Segue una disamina delle imposte da versare: Iva, imposte di registro, ipotecaria e catastale, che variano in relazione al venditore (privato o impresa). Se l’acquisto riguarda la prima casa (non di lusso), sono previste agevolazioni, variabili a seconda della tipologia di venditore, privato o impresa (esente da Iva o meno).
 
L’ultima parte della Guida riguarda gli adempimenti del neo-proprietario: trascrizione dell’atto nei Registri Immobiliari e voltura nella banca dati catastale; e ricorda che i compensi pagati all’agenzia immobiliare per l’acquisto della prima casa sono detraibili al 19%. Lo stesso vale per gli interessi passivi del mutuo ipotecario.

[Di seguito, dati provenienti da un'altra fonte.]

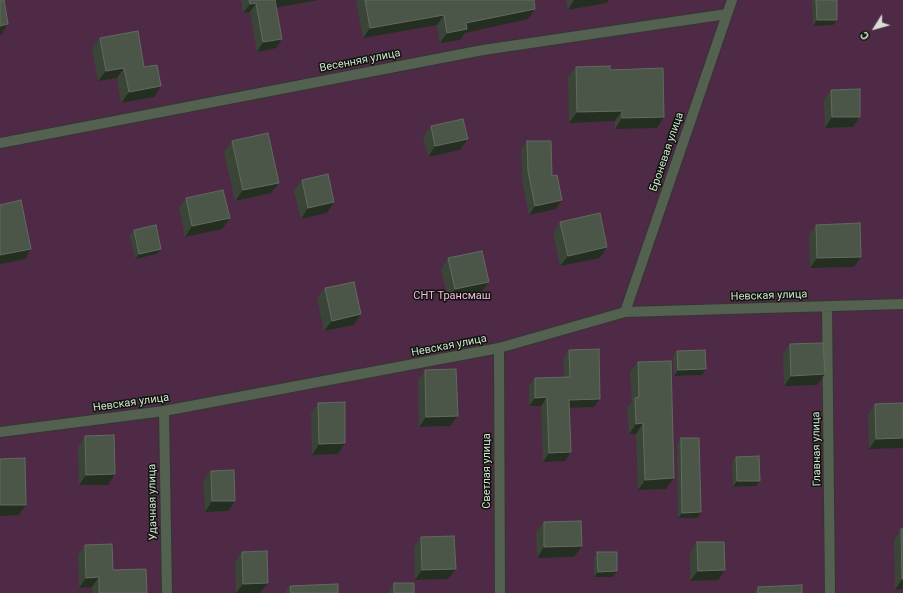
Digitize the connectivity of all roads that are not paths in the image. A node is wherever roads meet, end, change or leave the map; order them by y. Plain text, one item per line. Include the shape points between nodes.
1 (732, 0) edge
2 (727, 14) junction
3 (0, 143) edge
4 (903, 304) edge
5 (828, 306) junction
6 (625, 312) junction
7 (499, 348) junction
8 (164, 411) junction
9 (0, 432) edge
10 (167, 593) edge
11 (500, 593) edge
12 (830, 593) edge

1 - 2 street, Броневая улица
2 - 3 street, Весенняя улица via 483,50
2 - 6 street, Броневая улица
4 - 5 street, Невская улица
5 - 6 street, Невская улица
5 - 12 street, Главная улица
6 - 7 street, Невская улица
7 - 8 street, Невская улица
7 - 11 street, Светлая улица
8 - 9 street, Невская улица
8 - 10 street, Удачная улица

Inoltre, l’immobile acquistato produce un reddito, che è dato dalla rendita catastale rivalutata o dal canone d’affitto, che va dichiarato dal nuovo proprietario nel modello 730 o in Unico. Infine, nel caso in cui si decidesse di vendere la casa, l’eventuale plusvalenza va dichiarata tra i ‘redditi diversi’ e tassata con le normali aliquote Irpef; in alternativa, il venditore può optare per un’imposta sostitutiva di quella del reddito pari al 20%.

Il vademecum illustra anche il nuovo bonus fiscale - introdotto dal decreto Sblocca Italia - per chi acquista case nuove o ristrutturate, in classe energetica A o B, e le affitta a canone concordato per almeno 8 anni. Il bonus consiste in una deduzione dall’Irpef del 20% del prezzo di acquisto o delle spese di realizzazione, fino ad un massimo di spesa di 300mila euro, da ripartire in otto rate annuali.
 
La Guida ‘Fisco e casa: le locazioni’ è un vademecum per i contratti di locazione a uso abitativo fra privati, dalla registrazione del contratto fino alle detrazioni per gli inquilini, e fornisce tutte le informazioni per registrare un contratto di affitto o rimediare a eventuali errori.
 
Viene spiegato come effettuare la registrazione telematica o in ufficio dei contratti di locazione e sono elencati tutti i codici tributo da utilizzare per pagare le imposte di registro, di bollo, sanzioni e interessi, nel caso in cui non si opti per la cedolare secca.
 
Un capitolo specifico della Guida è dedicato alla registrazione con l’opzione della cedolare secca, che permette di non pagare l’imposta di registro e l’imposta di bollo, ordinariamente dovute per registrazioni, risoluzioni e proroghe.

La procedura è incentrata sul software RLI, con il quale i contribuenti possono registrare online i contratti di locazione e affitto di immobili, pagare i tributi, comunicare proroghe, cessioni o risoluzioni, esercitare l’opzione e la revoca della cedolare secca.
 
La Guida fornisce inoltre chiarimenti sulle detrazioni legate al canone di locazione: dagli studenti universitari fuori sede ai dipendenti che si trasferiscono per motivi di lavoro, dai giovani fra i 20 e i 30 anni agli inquilini a basso reddito, fino alla detrazione per i titolari di contratti di locazione di alloggi sociali, beneficio introdotto dal Piano Casa del Governo Renzi e valido nel triennio 2014-2016 per i percettori di un reddito fino 30.987,41 euro.
 
L’ultima parte del vademecum è dedicata agli errori o dimenticanze (omessa registrazione del contratto di locazione, parziale occultamento del corrispettivo, omesso o tardivo versamento dell’imposta di registro) per i quali è prevista una sanzione amministrativa. È illustrato, infine, lo strumento del ravvedimento.
 
Una terza Guida di recente pubblicazione è ‘Fisco e casa: successioni e donazioni’, che spiega le procedure per dichiarare, calcolare e versare le imposte relative agli immobili ricevuti in seguito a una successione o una donazione e illustra, in particolare, le agevolazioni previste per la prima casa e i limiti al di sotto dei quali l’imposta non è dovuta.